What this exercise calls for is an exact copy of the data.

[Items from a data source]
----
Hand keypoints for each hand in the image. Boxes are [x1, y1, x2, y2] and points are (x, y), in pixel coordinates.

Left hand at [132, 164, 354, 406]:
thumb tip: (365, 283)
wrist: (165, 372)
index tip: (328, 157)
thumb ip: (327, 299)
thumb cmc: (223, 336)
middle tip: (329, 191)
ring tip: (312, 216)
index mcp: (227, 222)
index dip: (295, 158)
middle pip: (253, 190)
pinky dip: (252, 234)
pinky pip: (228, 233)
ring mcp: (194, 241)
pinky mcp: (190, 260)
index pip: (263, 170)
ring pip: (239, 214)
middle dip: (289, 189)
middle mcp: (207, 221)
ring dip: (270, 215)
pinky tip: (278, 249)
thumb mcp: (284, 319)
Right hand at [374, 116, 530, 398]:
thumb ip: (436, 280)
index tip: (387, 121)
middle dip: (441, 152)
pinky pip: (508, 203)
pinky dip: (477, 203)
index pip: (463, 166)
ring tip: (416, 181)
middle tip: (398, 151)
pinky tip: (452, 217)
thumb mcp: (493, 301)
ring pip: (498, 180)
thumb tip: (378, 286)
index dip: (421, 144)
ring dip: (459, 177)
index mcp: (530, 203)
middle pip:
----
Response area:
Hand keypoints for each hand in the image. Boxes are [x1, y1, x2, y2] and points are (x, y), in pixel coordinates.

Left hand at [132, 164, 354, 406]:
thumb tip: (365, 283)
wrist: (165, 372)
index tip: (328, 157)
thumb ip: (327, 299)
thumb cmc: (223, 336)
middle tip: (329, 191)
ring tip: (312, 216)
index mcp: (227, 222)
index dip: (295, 158)
middle pip: (253, 190)
pinky dip: (252, 234)
pinky pip: (228, 233)
ring mcp: (194, 241)
pinky mcp: (190, 260)
index pip: (263, 170)
ring pip: (239, 214)
middle dip: (289, 189)
middle mcp: (207, 221)
ring dip: (270, 215)
pinky tip: (278, 249)
thumb mcp: (284, 319)
Right hand at [374, 116, 530, 398]:
thumb ip: (436, 280)
index tip: (387, 121)
middle dip: (441, 152)
pinky pip: (508, 203)
pinky dip: (477, 203)
index pip: (463, 166)
ring tip: (416, 181)
middle tip: (398, 151)
pinky tip: (452, 217)
thumb mcp: (493, 301)
ring pip: (498, 180)
thumb tip: (378, 286)
index dip: (421, 144)
ring dip: (459, 177)
index mcp: (530, 203)
middle pip:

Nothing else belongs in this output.